**Task statement:** Count every line in this listing that has "direction". Reply with only the total.
++++ Extracted data
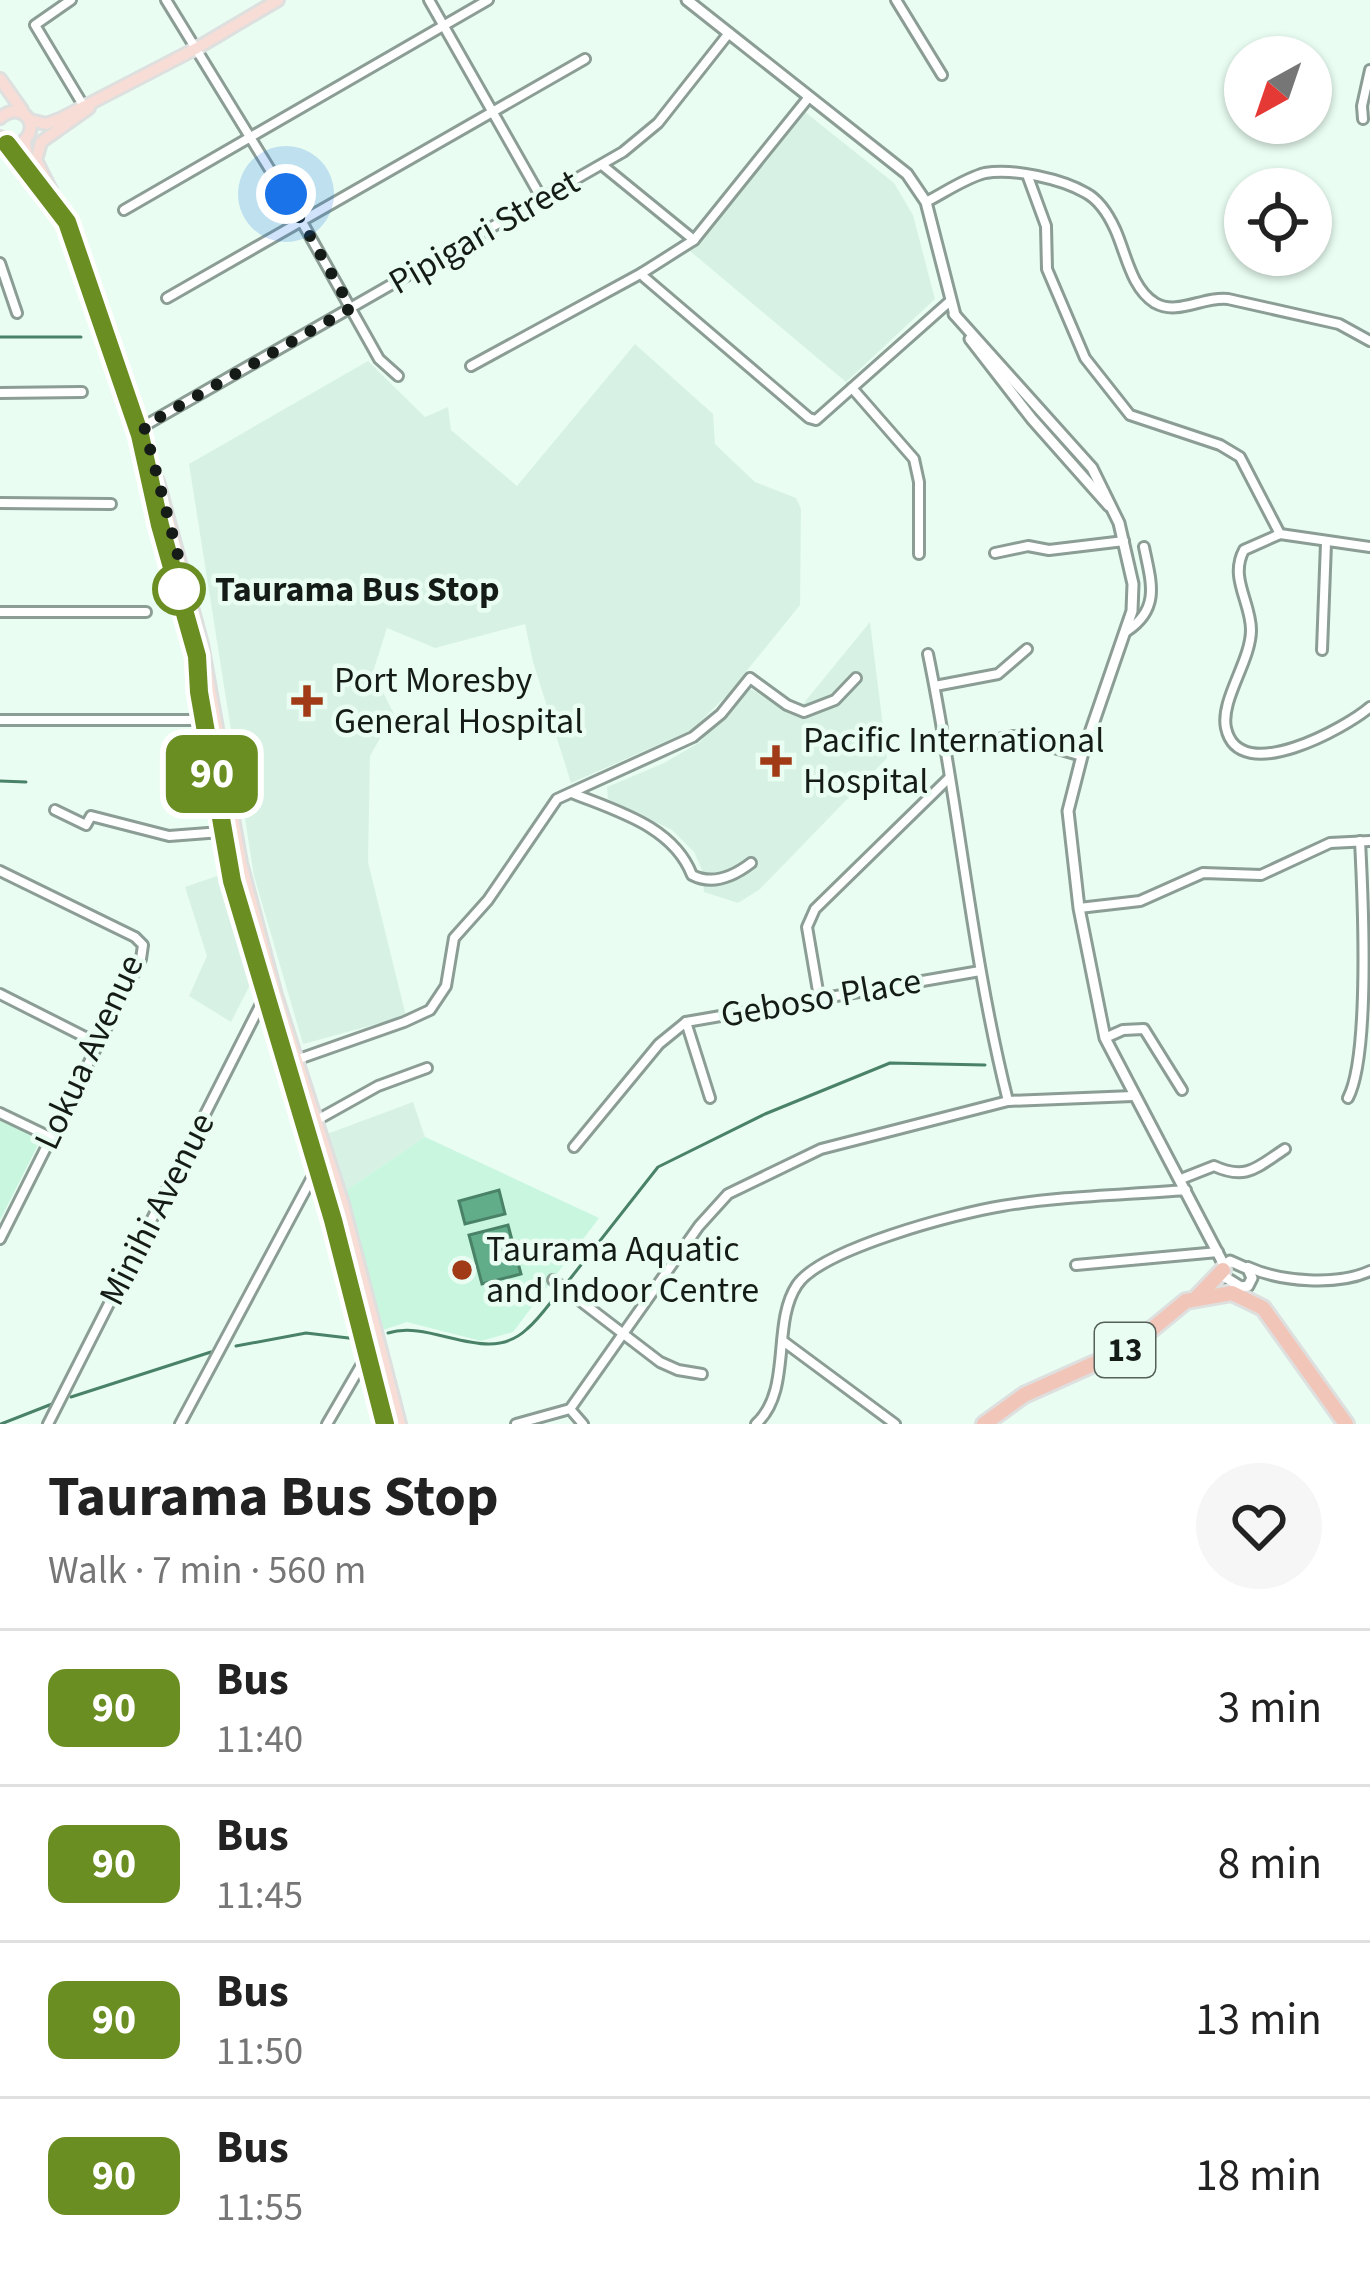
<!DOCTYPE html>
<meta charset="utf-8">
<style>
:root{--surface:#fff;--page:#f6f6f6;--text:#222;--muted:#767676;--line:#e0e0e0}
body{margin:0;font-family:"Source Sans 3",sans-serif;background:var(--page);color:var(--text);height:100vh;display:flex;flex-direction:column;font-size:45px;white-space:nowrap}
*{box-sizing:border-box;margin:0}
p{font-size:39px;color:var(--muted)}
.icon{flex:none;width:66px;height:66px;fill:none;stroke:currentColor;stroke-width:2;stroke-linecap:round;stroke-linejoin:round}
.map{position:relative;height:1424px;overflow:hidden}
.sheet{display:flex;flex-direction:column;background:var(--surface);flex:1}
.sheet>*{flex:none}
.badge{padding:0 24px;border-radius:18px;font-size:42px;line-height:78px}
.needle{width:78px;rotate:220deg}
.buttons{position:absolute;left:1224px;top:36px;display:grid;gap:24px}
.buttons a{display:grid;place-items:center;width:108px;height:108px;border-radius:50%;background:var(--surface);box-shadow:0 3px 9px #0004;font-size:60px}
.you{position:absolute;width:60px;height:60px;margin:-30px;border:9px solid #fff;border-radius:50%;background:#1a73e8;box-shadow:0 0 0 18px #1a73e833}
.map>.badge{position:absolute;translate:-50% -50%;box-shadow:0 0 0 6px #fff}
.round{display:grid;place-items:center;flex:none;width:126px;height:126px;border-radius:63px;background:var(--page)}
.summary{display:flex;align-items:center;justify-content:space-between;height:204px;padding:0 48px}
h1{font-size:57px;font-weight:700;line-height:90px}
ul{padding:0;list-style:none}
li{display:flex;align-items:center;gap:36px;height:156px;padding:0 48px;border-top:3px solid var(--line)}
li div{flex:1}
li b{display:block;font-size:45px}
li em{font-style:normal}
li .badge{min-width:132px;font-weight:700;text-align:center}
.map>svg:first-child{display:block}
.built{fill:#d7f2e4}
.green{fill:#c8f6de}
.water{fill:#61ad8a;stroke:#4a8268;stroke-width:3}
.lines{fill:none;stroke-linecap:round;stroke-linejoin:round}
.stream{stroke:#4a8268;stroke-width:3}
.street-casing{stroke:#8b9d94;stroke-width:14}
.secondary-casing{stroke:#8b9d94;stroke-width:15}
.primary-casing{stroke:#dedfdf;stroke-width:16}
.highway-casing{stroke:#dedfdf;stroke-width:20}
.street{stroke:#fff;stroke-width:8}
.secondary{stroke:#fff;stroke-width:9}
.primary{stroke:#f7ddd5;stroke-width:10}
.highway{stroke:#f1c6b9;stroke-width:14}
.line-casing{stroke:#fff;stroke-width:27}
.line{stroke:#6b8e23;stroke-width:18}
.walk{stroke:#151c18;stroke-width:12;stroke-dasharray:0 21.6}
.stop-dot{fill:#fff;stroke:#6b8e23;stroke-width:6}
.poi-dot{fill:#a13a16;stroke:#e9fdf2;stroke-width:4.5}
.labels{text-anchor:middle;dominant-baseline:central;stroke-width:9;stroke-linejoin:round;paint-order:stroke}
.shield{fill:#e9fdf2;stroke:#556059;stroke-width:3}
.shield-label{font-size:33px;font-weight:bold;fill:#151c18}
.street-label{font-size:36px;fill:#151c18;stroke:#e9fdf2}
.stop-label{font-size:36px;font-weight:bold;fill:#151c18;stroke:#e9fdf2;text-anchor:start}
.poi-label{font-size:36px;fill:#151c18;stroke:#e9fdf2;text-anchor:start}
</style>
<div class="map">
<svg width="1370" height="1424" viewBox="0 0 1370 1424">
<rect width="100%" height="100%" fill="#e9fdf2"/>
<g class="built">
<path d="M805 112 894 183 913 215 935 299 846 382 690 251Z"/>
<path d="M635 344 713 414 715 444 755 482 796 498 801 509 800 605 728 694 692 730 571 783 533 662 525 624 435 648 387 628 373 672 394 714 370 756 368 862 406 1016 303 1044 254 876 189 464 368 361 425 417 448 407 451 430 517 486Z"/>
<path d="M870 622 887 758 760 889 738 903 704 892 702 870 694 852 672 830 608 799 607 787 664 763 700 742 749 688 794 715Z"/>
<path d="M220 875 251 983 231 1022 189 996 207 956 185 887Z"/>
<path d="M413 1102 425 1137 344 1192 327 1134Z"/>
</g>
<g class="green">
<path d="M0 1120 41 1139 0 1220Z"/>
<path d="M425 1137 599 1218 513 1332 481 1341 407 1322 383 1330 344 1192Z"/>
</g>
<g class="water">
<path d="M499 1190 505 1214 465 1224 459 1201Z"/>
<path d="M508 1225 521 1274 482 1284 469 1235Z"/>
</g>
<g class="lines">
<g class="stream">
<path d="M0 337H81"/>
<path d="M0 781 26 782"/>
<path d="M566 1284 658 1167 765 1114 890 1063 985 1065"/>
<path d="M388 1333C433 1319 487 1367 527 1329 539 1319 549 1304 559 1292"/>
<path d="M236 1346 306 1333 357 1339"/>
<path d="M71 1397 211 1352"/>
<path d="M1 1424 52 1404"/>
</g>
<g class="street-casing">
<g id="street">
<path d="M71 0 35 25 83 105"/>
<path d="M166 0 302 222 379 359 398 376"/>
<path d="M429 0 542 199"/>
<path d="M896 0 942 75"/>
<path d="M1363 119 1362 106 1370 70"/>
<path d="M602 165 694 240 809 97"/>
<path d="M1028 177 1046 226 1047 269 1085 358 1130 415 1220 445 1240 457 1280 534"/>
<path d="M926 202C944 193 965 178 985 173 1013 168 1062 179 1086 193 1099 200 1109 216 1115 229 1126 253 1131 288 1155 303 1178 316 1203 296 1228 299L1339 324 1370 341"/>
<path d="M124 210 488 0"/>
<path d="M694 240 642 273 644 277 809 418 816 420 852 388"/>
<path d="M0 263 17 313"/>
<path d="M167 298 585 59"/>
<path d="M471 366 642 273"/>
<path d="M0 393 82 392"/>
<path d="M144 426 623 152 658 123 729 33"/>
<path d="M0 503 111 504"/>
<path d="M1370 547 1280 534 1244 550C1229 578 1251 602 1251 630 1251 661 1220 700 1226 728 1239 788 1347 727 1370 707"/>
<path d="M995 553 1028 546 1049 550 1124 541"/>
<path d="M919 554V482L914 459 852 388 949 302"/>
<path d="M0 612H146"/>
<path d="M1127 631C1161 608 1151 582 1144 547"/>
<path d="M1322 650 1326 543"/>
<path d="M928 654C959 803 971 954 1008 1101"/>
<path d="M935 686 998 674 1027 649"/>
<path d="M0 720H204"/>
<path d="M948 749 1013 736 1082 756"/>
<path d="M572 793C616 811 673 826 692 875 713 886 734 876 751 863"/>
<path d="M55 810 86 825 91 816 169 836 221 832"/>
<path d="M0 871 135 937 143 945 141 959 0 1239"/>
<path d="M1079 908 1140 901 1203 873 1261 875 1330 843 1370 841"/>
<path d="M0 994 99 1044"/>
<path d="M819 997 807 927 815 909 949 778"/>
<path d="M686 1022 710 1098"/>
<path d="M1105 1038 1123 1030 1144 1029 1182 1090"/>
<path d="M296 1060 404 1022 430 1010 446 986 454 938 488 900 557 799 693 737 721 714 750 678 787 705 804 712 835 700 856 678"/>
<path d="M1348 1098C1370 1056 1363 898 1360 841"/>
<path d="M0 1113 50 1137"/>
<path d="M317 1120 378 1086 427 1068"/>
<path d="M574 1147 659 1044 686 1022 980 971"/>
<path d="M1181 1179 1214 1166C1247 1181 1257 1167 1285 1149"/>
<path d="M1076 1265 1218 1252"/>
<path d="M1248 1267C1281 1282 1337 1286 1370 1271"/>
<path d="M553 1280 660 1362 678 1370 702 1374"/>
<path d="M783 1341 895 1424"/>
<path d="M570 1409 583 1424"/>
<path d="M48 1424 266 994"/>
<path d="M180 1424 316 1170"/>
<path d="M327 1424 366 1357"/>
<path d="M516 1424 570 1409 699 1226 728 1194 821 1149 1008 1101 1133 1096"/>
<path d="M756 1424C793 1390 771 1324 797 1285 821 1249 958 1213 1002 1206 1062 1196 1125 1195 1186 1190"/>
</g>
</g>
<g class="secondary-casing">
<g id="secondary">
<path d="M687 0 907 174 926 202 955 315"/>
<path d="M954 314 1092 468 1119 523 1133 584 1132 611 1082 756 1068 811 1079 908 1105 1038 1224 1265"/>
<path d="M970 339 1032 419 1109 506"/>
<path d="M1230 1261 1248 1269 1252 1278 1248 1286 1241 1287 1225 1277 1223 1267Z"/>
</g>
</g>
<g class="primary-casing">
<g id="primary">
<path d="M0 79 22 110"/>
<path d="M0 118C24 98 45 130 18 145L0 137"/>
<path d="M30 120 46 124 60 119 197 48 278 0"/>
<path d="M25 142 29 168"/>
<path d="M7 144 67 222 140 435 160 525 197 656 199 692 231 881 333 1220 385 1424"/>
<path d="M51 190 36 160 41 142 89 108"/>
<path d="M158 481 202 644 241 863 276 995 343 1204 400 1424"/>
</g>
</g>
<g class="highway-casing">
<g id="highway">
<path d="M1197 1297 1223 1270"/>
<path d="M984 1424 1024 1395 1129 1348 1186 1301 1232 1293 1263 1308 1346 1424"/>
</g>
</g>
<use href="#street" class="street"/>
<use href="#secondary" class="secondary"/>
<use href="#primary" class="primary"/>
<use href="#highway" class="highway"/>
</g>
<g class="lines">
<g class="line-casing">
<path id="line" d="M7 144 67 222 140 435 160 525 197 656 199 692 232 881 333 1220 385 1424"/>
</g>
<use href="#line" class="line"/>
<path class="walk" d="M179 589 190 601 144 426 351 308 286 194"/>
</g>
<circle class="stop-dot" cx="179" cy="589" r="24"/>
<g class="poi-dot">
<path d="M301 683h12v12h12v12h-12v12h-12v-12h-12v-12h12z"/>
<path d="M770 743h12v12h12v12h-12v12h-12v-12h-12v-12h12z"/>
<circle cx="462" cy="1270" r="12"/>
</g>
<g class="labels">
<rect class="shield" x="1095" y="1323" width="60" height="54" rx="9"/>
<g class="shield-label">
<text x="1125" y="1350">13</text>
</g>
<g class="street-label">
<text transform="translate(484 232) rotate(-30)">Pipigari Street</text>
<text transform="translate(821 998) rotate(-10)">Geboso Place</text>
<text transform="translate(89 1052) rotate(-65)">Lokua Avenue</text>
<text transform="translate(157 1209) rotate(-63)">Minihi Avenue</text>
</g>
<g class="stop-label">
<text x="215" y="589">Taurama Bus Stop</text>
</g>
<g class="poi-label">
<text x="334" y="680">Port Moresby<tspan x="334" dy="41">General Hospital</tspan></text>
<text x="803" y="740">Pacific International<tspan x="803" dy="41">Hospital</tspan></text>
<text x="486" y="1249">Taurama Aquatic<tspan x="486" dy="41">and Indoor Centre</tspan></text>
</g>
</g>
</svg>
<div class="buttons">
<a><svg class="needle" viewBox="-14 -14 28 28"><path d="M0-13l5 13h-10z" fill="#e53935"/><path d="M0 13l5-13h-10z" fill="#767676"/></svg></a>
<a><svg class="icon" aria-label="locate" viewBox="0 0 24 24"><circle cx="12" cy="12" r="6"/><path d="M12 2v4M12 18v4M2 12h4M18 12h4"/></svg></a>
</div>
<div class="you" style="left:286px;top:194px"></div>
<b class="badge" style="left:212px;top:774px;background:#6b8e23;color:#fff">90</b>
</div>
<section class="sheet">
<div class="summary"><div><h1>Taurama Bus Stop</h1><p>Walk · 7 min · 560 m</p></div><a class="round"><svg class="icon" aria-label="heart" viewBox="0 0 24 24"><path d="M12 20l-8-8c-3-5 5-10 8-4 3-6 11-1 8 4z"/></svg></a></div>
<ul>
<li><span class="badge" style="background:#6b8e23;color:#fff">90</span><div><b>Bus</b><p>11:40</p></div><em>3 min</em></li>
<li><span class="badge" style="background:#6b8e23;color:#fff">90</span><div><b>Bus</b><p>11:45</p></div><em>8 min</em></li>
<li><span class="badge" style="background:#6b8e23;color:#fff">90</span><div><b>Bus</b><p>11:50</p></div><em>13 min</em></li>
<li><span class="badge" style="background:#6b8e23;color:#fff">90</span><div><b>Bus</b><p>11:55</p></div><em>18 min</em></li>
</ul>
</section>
++++++++
**Your solution:** 2